Trasferta tutto sommato senza troppo pathos per la tifoseria comasca che in questa stagione ha da arrivare in Toscana parecchio spesso ed in alcuni casi per partite anche piuttosto sentite. Quella di questa domenica non è che rientri in questa categoria: la tifoseria locale non può per numeri e tradizione paragonarsi con i lombardi ma comunque resta una novità nel campionato nazionale che si spera continui ad esistere anche in un futuro prossimo. Del resto le problematiche per queste tifoserie sono notevoli, basti pensare che con certi numeri risicati diventa difficile avere un continuo ricambio generazionale.

I comaschi si presentano a Pontedera in circa quaranta unità, attaccano qualche pezza alla balaustra ed aspettano l’ingresso in campo delle squadre per iniziare a farsi sentire.

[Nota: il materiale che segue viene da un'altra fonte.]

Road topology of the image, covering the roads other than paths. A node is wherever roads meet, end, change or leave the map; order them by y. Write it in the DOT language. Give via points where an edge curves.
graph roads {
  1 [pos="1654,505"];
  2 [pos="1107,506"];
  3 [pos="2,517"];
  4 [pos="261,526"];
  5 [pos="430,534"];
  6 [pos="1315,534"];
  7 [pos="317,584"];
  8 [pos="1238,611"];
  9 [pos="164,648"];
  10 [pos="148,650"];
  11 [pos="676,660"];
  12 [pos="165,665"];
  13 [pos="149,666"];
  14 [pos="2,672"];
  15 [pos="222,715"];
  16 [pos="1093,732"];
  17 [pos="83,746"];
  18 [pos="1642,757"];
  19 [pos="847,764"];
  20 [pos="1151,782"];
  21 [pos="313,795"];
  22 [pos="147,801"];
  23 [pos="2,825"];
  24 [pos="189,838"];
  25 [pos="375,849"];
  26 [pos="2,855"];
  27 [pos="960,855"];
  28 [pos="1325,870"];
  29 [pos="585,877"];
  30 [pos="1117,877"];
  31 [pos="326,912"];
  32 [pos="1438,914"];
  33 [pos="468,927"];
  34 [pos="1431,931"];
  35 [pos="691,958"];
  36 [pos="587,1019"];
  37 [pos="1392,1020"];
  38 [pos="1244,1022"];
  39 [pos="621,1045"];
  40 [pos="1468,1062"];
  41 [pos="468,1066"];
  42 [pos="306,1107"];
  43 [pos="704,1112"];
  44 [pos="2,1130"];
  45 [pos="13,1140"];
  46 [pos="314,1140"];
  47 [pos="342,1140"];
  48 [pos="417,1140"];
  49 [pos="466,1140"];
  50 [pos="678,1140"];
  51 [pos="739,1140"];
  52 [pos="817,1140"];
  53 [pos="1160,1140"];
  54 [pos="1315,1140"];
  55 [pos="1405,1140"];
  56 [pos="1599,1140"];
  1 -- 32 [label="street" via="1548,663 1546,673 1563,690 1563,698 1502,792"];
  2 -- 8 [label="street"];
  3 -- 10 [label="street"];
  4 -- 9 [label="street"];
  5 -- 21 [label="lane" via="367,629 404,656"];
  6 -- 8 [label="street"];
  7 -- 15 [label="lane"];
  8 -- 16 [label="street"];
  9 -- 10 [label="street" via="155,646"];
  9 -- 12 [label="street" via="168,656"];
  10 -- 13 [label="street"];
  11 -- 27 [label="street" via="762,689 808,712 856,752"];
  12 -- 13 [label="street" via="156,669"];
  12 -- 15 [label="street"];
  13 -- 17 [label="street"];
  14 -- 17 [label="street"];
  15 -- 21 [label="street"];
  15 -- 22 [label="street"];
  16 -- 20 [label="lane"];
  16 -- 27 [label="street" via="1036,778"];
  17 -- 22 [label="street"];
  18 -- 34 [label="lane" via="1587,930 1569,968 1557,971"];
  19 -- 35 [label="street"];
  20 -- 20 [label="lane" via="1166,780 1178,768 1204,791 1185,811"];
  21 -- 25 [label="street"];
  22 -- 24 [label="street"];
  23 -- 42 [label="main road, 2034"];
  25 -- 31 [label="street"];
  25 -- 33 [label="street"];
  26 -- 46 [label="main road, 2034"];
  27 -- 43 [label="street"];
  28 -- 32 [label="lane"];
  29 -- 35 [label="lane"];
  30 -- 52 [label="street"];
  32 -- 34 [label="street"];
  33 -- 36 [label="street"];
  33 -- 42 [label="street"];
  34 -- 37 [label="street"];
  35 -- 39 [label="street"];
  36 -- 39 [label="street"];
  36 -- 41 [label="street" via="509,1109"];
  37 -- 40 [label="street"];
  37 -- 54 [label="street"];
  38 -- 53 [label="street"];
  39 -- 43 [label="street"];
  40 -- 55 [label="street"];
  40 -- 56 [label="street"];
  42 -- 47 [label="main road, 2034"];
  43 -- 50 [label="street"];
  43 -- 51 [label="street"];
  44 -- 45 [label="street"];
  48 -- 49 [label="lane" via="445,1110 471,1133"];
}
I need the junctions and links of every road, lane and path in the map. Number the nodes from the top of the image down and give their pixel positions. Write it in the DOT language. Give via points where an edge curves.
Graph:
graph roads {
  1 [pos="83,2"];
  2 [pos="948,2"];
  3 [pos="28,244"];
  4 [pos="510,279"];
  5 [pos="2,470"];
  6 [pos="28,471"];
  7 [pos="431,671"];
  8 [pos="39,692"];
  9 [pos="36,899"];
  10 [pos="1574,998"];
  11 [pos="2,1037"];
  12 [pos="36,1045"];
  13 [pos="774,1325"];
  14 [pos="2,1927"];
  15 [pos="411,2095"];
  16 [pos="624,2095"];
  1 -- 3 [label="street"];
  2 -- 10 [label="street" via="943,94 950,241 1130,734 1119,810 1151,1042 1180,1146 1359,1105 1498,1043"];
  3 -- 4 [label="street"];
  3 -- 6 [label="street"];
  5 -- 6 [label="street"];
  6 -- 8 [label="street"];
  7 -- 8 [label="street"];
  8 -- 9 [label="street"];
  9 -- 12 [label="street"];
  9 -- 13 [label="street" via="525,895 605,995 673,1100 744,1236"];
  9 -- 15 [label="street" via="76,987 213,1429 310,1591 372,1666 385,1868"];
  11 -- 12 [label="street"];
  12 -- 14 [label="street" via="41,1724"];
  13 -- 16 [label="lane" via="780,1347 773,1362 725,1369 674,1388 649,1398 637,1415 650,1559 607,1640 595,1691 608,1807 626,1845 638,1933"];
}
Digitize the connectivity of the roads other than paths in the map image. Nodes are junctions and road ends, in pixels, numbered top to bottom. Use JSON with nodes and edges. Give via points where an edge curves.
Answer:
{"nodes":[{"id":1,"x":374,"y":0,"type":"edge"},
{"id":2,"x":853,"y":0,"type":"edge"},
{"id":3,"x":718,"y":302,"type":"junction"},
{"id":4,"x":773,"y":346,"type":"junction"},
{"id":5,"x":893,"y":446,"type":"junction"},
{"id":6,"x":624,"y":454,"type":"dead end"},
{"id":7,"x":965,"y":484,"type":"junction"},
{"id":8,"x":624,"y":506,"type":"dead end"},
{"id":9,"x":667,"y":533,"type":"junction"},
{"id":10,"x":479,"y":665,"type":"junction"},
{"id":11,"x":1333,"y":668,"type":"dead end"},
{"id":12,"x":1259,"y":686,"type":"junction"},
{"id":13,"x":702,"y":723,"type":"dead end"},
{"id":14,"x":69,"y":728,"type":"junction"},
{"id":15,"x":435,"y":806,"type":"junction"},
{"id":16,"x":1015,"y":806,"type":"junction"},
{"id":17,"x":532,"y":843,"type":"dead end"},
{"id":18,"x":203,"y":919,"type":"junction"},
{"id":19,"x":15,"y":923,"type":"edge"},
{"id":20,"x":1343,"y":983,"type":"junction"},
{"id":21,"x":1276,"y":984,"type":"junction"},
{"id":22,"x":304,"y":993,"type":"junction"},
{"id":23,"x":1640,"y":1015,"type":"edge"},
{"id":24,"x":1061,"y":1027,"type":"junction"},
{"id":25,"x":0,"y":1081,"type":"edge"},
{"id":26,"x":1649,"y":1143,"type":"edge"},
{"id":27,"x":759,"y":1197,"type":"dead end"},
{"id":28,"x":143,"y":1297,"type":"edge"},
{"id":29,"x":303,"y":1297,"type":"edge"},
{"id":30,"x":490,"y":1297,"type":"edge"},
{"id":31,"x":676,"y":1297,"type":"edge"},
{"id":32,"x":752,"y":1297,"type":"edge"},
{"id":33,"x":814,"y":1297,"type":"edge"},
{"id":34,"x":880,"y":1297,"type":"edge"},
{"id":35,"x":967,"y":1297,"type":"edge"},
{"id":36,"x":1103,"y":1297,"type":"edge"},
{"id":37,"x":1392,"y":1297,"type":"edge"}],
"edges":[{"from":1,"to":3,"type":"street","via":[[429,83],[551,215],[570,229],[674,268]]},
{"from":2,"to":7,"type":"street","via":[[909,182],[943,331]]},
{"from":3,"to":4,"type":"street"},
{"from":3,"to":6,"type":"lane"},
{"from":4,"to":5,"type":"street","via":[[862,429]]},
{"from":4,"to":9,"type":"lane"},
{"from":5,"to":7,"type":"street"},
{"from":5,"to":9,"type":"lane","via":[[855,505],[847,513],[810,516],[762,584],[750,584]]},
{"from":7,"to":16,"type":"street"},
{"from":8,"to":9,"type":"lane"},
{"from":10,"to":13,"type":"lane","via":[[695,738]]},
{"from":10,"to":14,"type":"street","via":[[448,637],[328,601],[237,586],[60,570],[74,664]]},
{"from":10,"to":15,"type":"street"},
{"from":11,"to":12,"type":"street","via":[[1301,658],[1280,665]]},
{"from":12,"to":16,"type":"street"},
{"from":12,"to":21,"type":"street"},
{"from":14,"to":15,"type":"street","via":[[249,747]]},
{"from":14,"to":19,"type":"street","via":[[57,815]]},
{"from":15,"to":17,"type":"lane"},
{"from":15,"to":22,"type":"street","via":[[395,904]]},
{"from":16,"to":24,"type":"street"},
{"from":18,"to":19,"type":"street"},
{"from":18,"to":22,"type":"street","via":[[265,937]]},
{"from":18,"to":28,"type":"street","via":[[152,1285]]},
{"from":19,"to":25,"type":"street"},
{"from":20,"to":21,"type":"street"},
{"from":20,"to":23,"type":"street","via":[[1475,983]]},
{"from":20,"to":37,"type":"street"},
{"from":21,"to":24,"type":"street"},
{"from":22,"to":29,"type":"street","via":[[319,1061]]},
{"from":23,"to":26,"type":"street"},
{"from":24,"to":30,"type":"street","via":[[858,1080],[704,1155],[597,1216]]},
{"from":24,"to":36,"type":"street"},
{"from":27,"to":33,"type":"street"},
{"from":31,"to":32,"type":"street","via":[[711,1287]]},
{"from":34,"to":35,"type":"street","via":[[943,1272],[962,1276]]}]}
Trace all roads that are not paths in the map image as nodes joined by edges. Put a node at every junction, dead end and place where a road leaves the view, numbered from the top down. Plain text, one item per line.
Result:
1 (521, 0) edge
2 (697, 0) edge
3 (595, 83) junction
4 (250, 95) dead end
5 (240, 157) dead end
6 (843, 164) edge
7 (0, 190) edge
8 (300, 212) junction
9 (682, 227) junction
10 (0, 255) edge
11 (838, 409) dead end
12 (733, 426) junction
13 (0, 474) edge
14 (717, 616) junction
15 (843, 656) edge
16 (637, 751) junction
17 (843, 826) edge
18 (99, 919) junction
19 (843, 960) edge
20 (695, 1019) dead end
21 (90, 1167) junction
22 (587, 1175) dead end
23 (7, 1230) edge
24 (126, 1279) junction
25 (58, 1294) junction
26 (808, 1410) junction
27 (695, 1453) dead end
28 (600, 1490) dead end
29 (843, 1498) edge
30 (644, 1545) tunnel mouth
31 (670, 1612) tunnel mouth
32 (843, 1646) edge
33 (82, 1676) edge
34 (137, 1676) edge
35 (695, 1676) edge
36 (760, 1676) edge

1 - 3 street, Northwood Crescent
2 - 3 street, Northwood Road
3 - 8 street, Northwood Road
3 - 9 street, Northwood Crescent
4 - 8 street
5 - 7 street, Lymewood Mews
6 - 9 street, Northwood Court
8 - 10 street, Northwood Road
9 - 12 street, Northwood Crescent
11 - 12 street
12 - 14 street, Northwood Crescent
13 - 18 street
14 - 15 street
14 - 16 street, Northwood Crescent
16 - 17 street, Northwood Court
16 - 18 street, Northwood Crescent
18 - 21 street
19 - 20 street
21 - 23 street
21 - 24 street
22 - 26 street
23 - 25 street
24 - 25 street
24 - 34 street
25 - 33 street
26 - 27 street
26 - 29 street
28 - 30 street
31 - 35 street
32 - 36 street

I padroni di casa colorano il proprio settore con un paio di bandiere mentre i comaschi partono decisi con i cori. I blu chiedono a gran voce la vittoria, poi la loro prestazione va molto a corrente alternata con qualche bel coro ma anche con pause parecchio prolungate. A tifare costantemente per la squadra sono circa la metà dei presenti, altri preferiscono godersi la partita ed altri ancora puntano spesso e volentieri il bar che si trova all’interno del settore. Qualche coro per la squadra, alcuni pure in dialetto, poi l’attenzione si sposta sui rivali di Varese e su quelli di Livorno, infine il raggio dei nemici viene allargato a tutta la Toscana.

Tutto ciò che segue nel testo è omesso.